My research aims to identify the mechanisms that underpin the evolution of complex phenotypes, such as placentation. My research program integrates genomics, developmental biology, and ecophysiology to understand the mechanism that give rise to the selectable variation that has resulted in the evolution of complex traits. My current project uses transcriptomics to identify the genes underpinning placental functions in live bearing lizards. This research is conducted in a comparative framework to identify if complex placental functions have evolved in independent lineages using the same or different genetic mechanism.
The placenta and the evolution of new organs
Large animals such as humans, are composed of complex organs. Many of our organs, such as the liver, heart, and eye are found in most living vertebrates and therefore originated hundreds of millions of years ago in ancestors that we share with fishes. As these organs evolved a long time ago it is difficult to understand how they originated and what molecular processes were involved in their evolution.
The placenta is a unique example of an organ that has evolved many times independently in animals and evolved relatively recently in some organisms. Whilst the placenta is present in live bearing mammals, placentae are also present in live bearing reptiles and fishes. In each lineage that live birth has evolved, a placenta has evolved to support pregnancy.
By studying the physiology, development, and genomic underpinning of the placenta in vertebrates, my research aims to understand how placentae evolve. By comparing how placentae evolve in different lineages I try to understand what the origins of the placenta allow us to infer about the origin and evolution of organs more broadly in animals.
The evolutionary origin of embryo implantation in mammals
In humans, pregnancy is characterised by dynamic changes in the way the maternal immune system responds to the presence of an embryo. Through the middle of pregnancy, the maternal immune system is suppressed at the maternal-fetal interface, to protect the embryo from the potential rejection by the maternal immune system. However, at the beginning and end of pregnancy, perhaps counter-intuitively, the uterus uses inflammation (a maternal immune response) to regulate key physiological components of implantation and birth. The use of inflammation to regulate the normal physiological processes of implantation and parturition can be seen as a paradox because in the middle of gestation inflammation is the single biggest threat to the maintenance of pregnancy.
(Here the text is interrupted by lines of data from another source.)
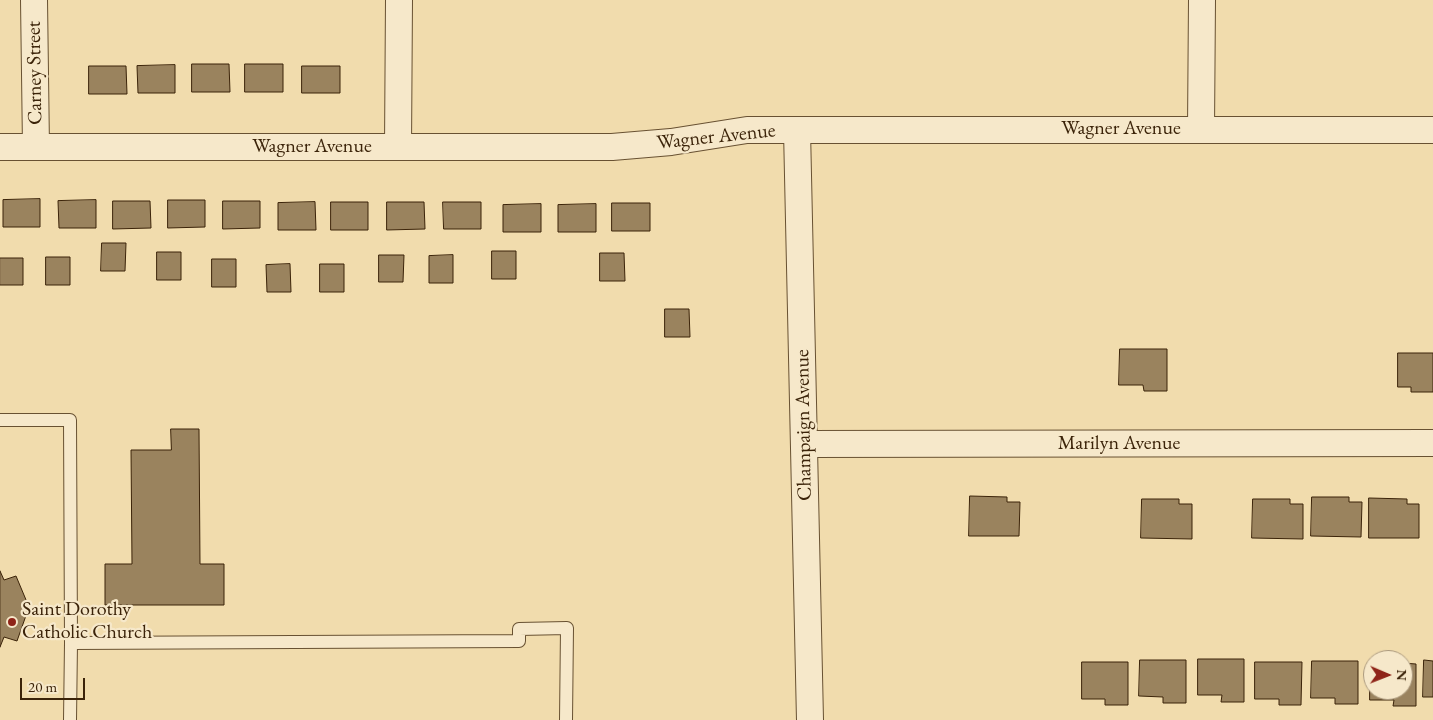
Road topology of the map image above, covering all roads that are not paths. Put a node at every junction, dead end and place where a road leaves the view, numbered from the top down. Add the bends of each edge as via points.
1 (34, 0) edge
2 (398, 0) edge
3 (1202, 0) edge
4 (1201, 129) junction
5 (797, 130) junction
6 (1433, 130) edge
7 (0, 147) edge
8 (36, 147) junction
9 (398, 147) junction
10 (0, 420) edge
11 (1433, 443) edge
12 (805, 444) junction
13 (71, 643) junction
14 (70, 720) edge
15 (566, 720) edge
16 (810, 720) edge

1 - 8 street, Carney Street
2 - 9 street
3 - 4 street
4 - 5 street, Wagner Avenue
4 - 6 street, Wagner Avenue
5 - 9 street, Wagner Avenue via 748,130 641,146
5 - 12 street, Champaign Avenue
7 - 8 street, Wagner Avenue
8 - 9 street, Wagner Avenue
10 - 13 lane via 70,420
11 - 12 street, Marilyn Avenue
12 - 16 street, Champaign Avenue
13 - 14 lane
13 - 15 lane via 519,641 519,629 567,628

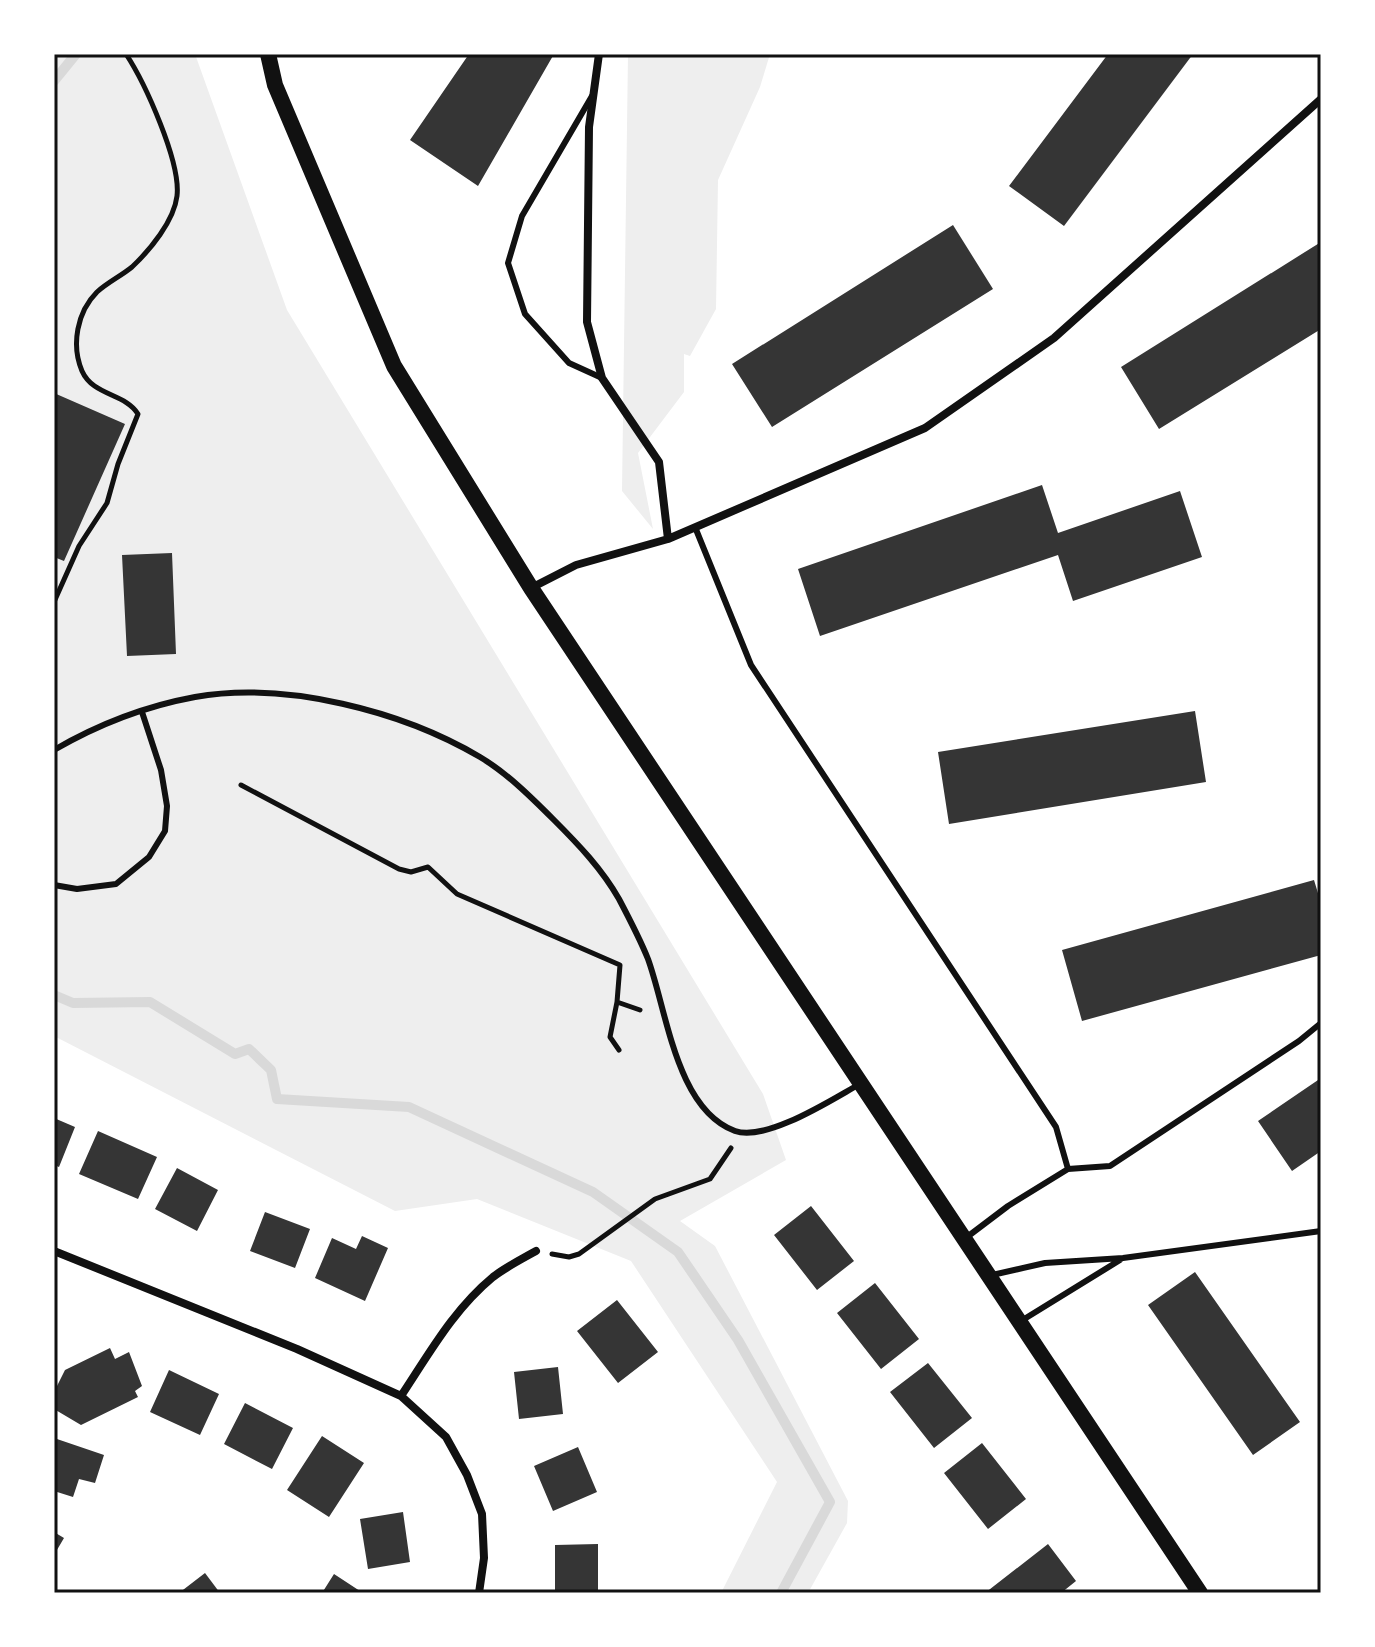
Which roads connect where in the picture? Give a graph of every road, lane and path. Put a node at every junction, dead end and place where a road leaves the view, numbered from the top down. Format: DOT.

To identify why human implantation is facilitated by inflammation my research has looked at marsupials, relatives of eutherian mammals, which have a more ancestral mode of pregnancy. Marsupial pregnancy is short and through most of gestation the embryo is shielded from maternal tissue by the presence of an eggshell coat. At Yale, I have shown that the loss of this eggshell barrier not only coincides with the intimate association of maternal and fetal tissues forming a placenta, but with a complete maternal inflammation response (Griffith et al. 2017, PNAS). Along with molecular signatures of inflammation, I identified other markers of implantation at the fetal maternal interface and showed that global transcriptome changes in the uterus significantly overlap with those changes that happen in the uterus of women at implantation. Together these results have allowed us to identify that implantation is homologous to the uterine changes that occur at term in the opossum.
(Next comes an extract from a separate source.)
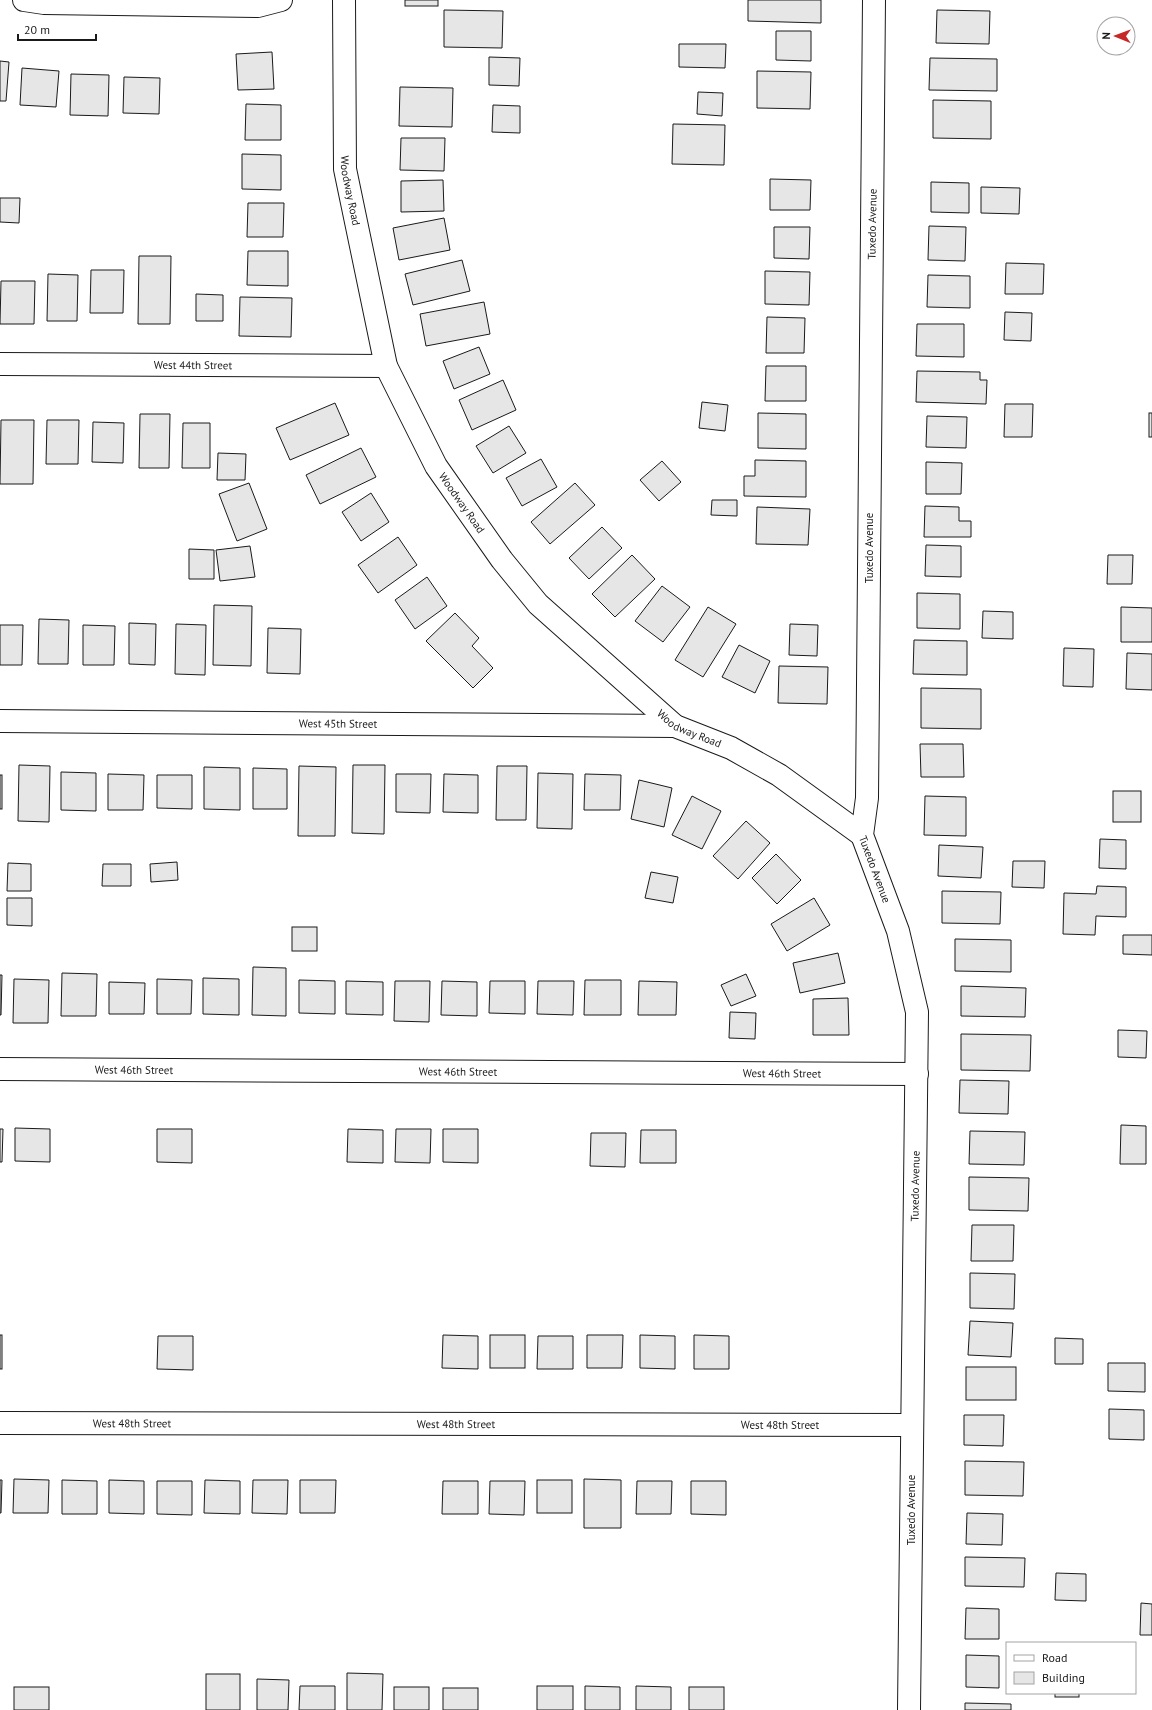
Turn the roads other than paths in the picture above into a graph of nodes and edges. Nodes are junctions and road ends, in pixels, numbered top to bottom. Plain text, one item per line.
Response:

Parent offspring conflict as a driver of major evolutionary change
During pregnancy, the developing embryo of placental mammals relies entirely on the nutrients provided to it by its mother across the placenta. In egg laying reptiles the embryo relies not on placental nutrients but the provision of egg yolk. Whilst in lizards that give birth to live young, an embryo relies on both the yolk it is provided before development and the nutrients it is provided across the placenta. As the placenta is a combination of both maternal and embryonic tissue, both the mother and embryo have some control over how much nutrients are provided by the mother to the embryo, hence there is room for conflict between these two parties. The embryos want as much nutrients as they can get to make themselves big and strong and the mothers want to make sure they have enough nutrients to give birth to as many fit offspring as they can. Through my research I examine the function and evolution of placental gene expression to understand how conflict has contributed to the evolution of placental nutrition, and how a maternal-embryo arms race may explain some of the current mysteries of placental diversity.